- [TASK PROMPT]
Could you set down every entry exactly as it stands, without the images?

- [THE INPUT]
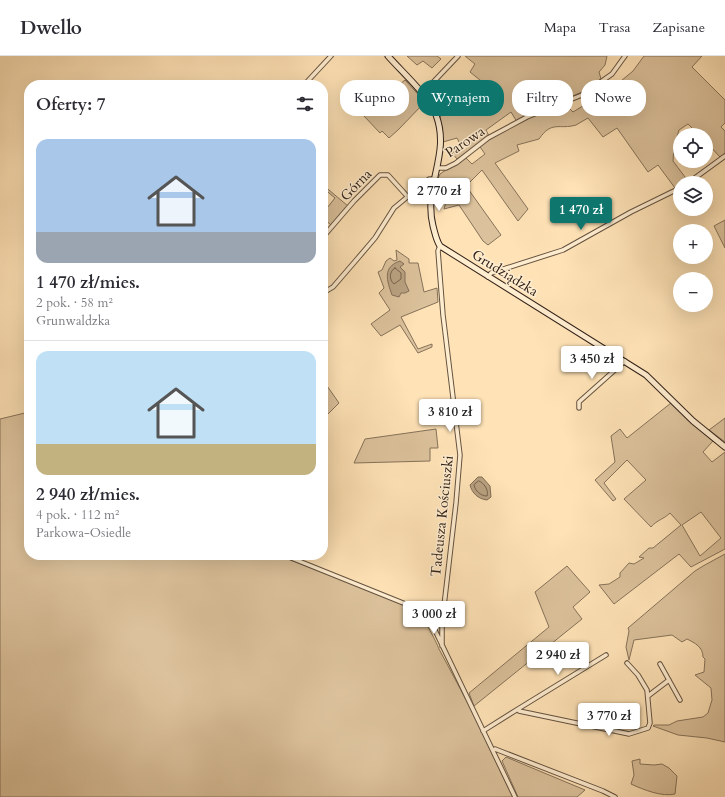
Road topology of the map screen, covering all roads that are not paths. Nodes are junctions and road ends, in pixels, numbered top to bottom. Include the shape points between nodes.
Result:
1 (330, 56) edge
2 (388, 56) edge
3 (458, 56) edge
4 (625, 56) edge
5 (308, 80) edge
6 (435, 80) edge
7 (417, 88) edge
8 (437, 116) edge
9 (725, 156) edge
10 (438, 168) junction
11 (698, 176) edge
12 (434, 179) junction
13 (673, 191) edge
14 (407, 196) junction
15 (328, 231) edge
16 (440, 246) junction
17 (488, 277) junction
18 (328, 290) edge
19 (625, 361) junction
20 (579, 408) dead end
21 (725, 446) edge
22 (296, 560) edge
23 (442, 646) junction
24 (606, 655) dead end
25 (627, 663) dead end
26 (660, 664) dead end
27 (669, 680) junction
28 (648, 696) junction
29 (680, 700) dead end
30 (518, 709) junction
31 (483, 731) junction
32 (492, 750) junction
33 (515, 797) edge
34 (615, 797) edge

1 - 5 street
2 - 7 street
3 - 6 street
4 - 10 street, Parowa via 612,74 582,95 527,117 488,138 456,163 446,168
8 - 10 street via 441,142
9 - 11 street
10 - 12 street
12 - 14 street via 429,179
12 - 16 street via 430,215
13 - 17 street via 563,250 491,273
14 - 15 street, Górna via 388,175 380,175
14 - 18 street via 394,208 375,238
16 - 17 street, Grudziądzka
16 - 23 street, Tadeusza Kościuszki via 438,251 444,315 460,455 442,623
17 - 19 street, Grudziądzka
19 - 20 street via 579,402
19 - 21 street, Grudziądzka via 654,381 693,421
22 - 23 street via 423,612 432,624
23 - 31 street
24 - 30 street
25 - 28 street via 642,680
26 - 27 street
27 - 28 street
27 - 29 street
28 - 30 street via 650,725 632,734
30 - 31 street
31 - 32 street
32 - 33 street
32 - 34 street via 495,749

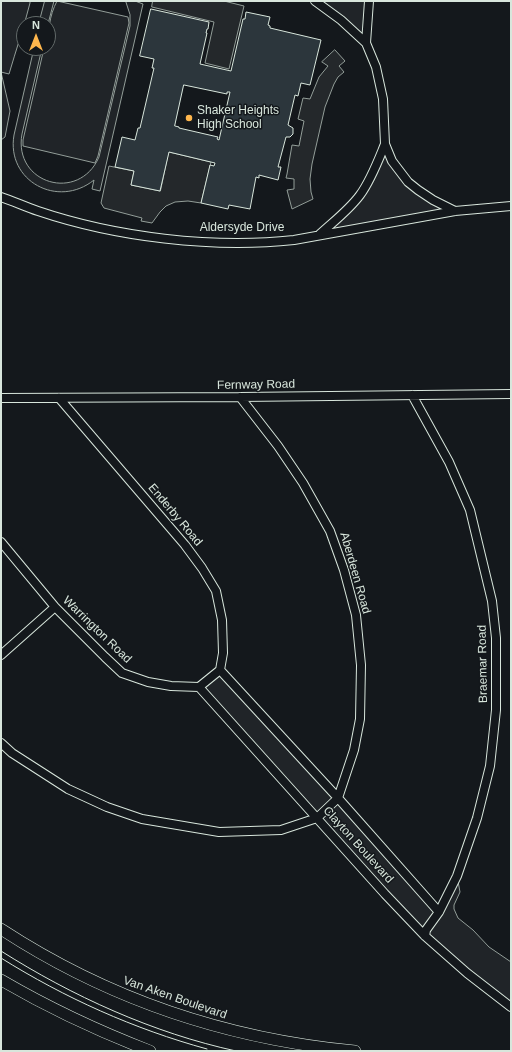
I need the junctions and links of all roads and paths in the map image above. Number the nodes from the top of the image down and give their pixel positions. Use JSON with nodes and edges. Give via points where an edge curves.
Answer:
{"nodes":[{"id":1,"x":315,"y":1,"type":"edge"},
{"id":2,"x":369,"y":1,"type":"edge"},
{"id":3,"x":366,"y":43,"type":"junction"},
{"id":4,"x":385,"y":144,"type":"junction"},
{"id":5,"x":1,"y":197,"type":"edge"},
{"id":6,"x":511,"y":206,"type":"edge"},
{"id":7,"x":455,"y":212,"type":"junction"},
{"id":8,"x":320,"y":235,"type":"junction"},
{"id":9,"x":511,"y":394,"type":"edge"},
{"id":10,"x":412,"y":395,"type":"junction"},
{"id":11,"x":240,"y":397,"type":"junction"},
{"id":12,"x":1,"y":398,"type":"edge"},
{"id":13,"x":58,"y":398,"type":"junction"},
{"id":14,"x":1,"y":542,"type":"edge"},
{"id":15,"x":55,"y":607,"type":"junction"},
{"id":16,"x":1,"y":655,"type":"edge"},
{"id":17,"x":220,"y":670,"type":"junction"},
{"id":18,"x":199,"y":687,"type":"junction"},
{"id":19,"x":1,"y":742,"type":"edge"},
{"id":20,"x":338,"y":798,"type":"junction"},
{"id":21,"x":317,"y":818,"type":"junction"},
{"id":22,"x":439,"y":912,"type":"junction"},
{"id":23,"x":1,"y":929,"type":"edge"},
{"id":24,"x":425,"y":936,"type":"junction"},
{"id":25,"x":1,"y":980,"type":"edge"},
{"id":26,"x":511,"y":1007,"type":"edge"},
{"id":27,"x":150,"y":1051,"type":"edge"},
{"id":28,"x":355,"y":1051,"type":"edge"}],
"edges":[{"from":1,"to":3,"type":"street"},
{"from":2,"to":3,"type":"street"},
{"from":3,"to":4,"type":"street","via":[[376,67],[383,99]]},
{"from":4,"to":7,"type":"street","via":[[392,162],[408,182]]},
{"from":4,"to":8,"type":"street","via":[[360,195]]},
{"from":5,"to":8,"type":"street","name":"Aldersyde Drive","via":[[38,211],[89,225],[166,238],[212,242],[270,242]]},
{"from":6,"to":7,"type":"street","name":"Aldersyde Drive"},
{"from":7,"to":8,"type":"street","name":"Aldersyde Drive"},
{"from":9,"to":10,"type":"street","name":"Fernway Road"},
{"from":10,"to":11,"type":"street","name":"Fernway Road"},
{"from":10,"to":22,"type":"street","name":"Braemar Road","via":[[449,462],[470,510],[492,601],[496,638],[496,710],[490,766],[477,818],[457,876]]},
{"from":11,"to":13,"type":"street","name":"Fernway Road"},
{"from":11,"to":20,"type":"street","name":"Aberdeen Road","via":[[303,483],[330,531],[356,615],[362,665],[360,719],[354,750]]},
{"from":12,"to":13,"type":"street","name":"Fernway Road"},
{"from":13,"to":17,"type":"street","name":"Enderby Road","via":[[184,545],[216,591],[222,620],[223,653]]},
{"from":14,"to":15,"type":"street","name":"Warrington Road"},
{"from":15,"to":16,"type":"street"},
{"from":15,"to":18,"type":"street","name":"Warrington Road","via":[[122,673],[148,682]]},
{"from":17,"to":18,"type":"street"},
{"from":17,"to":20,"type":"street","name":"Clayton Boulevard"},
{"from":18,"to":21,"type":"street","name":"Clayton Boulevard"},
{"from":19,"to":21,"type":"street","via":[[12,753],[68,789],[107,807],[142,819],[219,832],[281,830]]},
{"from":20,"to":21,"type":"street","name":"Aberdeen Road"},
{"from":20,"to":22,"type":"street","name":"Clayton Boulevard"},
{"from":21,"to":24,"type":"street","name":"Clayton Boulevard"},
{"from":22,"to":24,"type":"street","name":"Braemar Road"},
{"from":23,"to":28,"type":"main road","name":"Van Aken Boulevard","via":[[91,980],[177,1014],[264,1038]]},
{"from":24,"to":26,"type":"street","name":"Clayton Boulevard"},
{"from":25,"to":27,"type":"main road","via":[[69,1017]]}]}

- [RESULT OF THE EXERCISE]
Road topology of the map screen, covering all roads that are not paths. Nodes are junctions and road ends, in pixels, numbered top to bottom. Include the shape points between nodes.
Result:
1 (330, 56) edge
2 (388, 56) edge
3 (458, 56) edge
4 (625, 56) edge
5 (308, 80) edge
6 (435, 80) edge
7 (417, 88) edge
8 (437, 116) edge
9 (725, 156) edge
10 (438, 168) junction
11 (698, 176) edge
12 (434, 179) junction
13 (673, 191) edge
14 (407, 196) junction
15 (328, 231) edge
16 (440, 246) junction
17 (488, 277) junction
18 (328, 290) edge
19 (625, 361) junction
20 (579, 408) dead end
21 (725, 446) edge
22 (296, 560) edge
23 (442, 646) junction
24 (606, 655) dead end
25 (627, 663) dead end
26 (660, 664) dead end
27 (669, 680) junction
28 (648, 696) junction
29 (680, 700) dead end
30 (518, 709) junction
31 (483, 731) junction
32 (492, 750) junction
33 (515, 797) edge
34 (615, 797) edge

1 - 5 street
2 - 7 street
3 - 6 street
4 - 10 street, Parowa via 612,74 582,95 527,117 488,138 456,163 446,168
8 - 10 street via 441,142
9 - 11 street
10 - 12 street
12 - 14 street via 429,179
12 - 16 street via 430,215
13 - 17 street via 563,250 491,273
14 - 15 street, Górna via 388,175 380,175
14 - 18 street via 394,208 375,238
16 - 17 street, Grudziądzka
16 - 23 street, Tadeusza Kościuszki via 438,251 444,315 460,455 442,623
17 - 19 street, Grudziądzka
19 - 20 street via 579,402
19 - 21 street, Grudziądzka via 654,381 693,421
22 - 23 street via 423,612 432,624
23 - 31 street
24 - 30 street
25 - 28 street via 642,680
26 - 27 street
27 - 28 street
27 - 29 street
28 - 30 street via 650,725 632,734
30 - 31 street
31 - 32 street
32 - 33 street
32 - 34 street via 495,749

I need the junctions and links of all roads and paths in the map image above. Number the nodes from the top of the image down and give their pixel positions. Use JSON with nodes and edges. Give via points where an edge curves.
Answer:
{"nodes":[{"id":1,"x":315,"y":1,"type":"edge"},
{"id":2,"x":369,"y":1,"type":"edge"},
{"id":3,"x":366,"y":43,"type":"junction"},
{"id":4,"x":385,"y":144,"type":"junction"},
{"id":5,"x":1,"y":197,"type":"edge"},
{"id":6,"x":511,"y":206,"type":"edge"},
{"id":7,"x":455,"y":212,"type":"junction"},
{"id":8,"x":320,"y":235,"type":"junction"},
{"id":9,"x":511,"y":394,"type":"edge"},
{"id":10,"x":412,"y":395,"type":"junction"},
{"id":11,"x":240,"y":397,"type":"junction"},
{"id":12,"x":1,"y":398,"type":"edge"},
{"id":13,"x":58,"y":398,"type":"junction"},
{"id":14,"x":1,"y":542,"type":"edge"},
{"id":15,"x":55,"y":607,"type":"junction"},
{"id":16,"x":1,"y":655,"type":"edge"},
{"id":17,"x":220,"y":670,"type":"junction"},
{"id":18,"x":199,"y":687,"type":"junction"},
{"id":19,"x":1,"y":742,"type":"edge"},
{"id":20,"x":338,"y":798,"type":"junction"},
{"id":21,"x":317,"y":818,"type":"junction"},
{"id":22,"x":439,"y":912,"type":"junction"},
{"id":23,"x":1,"y":929,"type":"edge"},
{"id":24,"x":425,"y":936,"type":"junction"},
{"id":25,"x":1,"y":980,"type":"edge"},
{"id":26,"x":511,"y":1007,"type":"edge"},
{"id":27,"x":150,"y":1051,"type":"edge"},
{"id":28,"x":355,"y":1051,"type":"edge"}],
"edges":[{"from":1,"to":3,"type":"street"},
{"from":2,"to":3,"type":"street"},
{"from":3,"to":4,"type":"street","via":[[376,67],[383,99]]},
{"from":4,"to":7,"type":"street","via":[[392,162],[408,182]]},
{"from":4,"to":8,"type":"street","via":[[360,195]]},
{"from":5,"to":8,"type":"street","name":"Aldersyde Drive","via":[[38,211],[89,225],[166,238],[212,242],[270,242]]},
{"from":6,"to":7,"type":"street","name":"Aldersyde Drive"},
{"from":7,"to":8,"type":"street","name":"Aldersyde Drive"},
{"from":9,"to":10,"type":"street","name":"Fernway Road"},
{"from":10,"to":11,"type":"street","name":"Fernway Road"},
{"from":10,"to":22,"type":"street","name":"Braemar Road","via":[[449,462],[470,510],[492,601],[496,638],[496,710],[490,766],[477,818],[457,876]]},
{"from":11,"to":13,"type":"street","name":"Fernway Road"},
{"from":11,"to":20,"type":"street","name":"Aberdeen Road","via":[[303,483],[330,531],[356,615],[362,665],[360,719],[354,750]]},
{"from":12,"to":13,"type":"street","name":"Fernway Road"},
{"from":13,"to":17,"type":"street","name":"Enderby Road","via":[[184,545],[216,591],[222,620],[223,653]]},
{"from":14,"to":15,"type":"street","name":"Warrington Road"},
{"from":15,"to":16,"type":"street"},
{"from":15,"to":18,"type":"street","name":"Warrington Road","via":[[122,673],[148,682]]},
{"from":17,"to":18,"type":"street"},
{"from":17,"to":20,"type":"street","name":"Clayton Boulevard"},
{"from":18,"to":21,"type":"street","name":"Clayton Boulevard"},
{"from":19,"to":21,"type":"street","via":[[12,753],[68,789],[107,807],[142,819],[219,832],[281,830]]},
{"from":20,"to":21,"type":"street","name":"Aberdeen Road"},
{"from":20,"to":22,"type":"street","name":"Clayton Boulevard"},
{"from":21,"to":24,"type":"street","name":"Clayton Boulevard"},
{"from":22,"to":24,"type":"street","name":"Braemar Road"},
{"from":23,"to":28,"type":"main road","name":"Van Aken Boulevard","via":[[91,980],[177,1014],[264,1038]]},
{"from":24,"to":26,"type":"street","name":"Clayton Boulevard"},
{"from":25,"to":27,"type":"main road","via":[[69,1017]]}]}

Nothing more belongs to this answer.